⟨

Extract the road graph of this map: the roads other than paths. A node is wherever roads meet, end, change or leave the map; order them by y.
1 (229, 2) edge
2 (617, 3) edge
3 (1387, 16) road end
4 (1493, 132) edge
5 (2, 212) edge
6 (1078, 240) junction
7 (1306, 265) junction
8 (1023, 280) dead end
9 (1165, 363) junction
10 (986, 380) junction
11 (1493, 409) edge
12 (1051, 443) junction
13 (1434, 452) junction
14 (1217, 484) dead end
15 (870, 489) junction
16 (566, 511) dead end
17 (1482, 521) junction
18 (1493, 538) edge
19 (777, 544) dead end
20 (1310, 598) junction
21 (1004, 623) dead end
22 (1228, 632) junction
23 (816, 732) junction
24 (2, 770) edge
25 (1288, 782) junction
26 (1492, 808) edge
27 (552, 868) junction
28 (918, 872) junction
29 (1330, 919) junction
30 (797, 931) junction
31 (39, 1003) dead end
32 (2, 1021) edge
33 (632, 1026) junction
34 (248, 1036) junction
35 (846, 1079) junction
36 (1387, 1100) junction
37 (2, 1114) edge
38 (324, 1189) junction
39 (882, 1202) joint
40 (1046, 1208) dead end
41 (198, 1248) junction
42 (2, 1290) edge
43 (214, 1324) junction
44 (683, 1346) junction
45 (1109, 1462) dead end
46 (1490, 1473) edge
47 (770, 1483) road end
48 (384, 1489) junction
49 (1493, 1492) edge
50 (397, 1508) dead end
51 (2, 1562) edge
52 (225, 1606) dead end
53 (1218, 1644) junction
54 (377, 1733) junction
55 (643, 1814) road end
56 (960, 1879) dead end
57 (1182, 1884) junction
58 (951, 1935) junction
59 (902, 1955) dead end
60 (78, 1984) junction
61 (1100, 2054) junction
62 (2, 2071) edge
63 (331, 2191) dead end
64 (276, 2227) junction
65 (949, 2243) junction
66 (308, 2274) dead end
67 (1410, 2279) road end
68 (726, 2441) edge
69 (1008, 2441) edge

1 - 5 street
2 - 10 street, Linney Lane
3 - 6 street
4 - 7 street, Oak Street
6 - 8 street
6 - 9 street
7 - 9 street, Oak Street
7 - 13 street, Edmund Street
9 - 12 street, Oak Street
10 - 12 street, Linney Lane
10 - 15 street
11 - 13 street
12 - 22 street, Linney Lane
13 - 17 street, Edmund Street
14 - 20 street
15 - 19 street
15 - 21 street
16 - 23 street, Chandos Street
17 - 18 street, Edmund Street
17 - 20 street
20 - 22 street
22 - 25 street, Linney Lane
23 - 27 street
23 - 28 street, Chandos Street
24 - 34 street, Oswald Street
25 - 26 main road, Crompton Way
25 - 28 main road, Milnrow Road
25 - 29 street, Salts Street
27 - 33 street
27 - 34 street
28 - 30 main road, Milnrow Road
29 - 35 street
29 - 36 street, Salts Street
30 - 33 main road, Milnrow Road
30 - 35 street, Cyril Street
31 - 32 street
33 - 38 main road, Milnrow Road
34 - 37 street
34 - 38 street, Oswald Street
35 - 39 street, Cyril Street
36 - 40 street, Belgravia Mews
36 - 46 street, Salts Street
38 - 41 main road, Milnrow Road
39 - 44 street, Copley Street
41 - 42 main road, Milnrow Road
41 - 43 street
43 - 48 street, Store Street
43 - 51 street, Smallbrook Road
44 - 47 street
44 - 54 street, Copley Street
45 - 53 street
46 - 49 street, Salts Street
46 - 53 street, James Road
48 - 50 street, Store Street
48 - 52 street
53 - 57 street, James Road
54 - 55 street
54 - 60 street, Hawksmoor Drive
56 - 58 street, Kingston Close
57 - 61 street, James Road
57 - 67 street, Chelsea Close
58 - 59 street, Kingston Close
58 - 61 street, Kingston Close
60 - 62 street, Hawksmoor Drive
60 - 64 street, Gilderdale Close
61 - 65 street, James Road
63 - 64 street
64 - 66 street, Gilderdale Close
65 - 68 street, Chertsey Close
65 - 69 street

⟩

§ WORK ITEM
Go through the entries and filter for lines holding the word "Drive"; copy each match.

§ RESPONSE TO THE EXERCISE
54 - 60 street, Hawksmoor Drive
60 - 62 street, Hawksmoor Drive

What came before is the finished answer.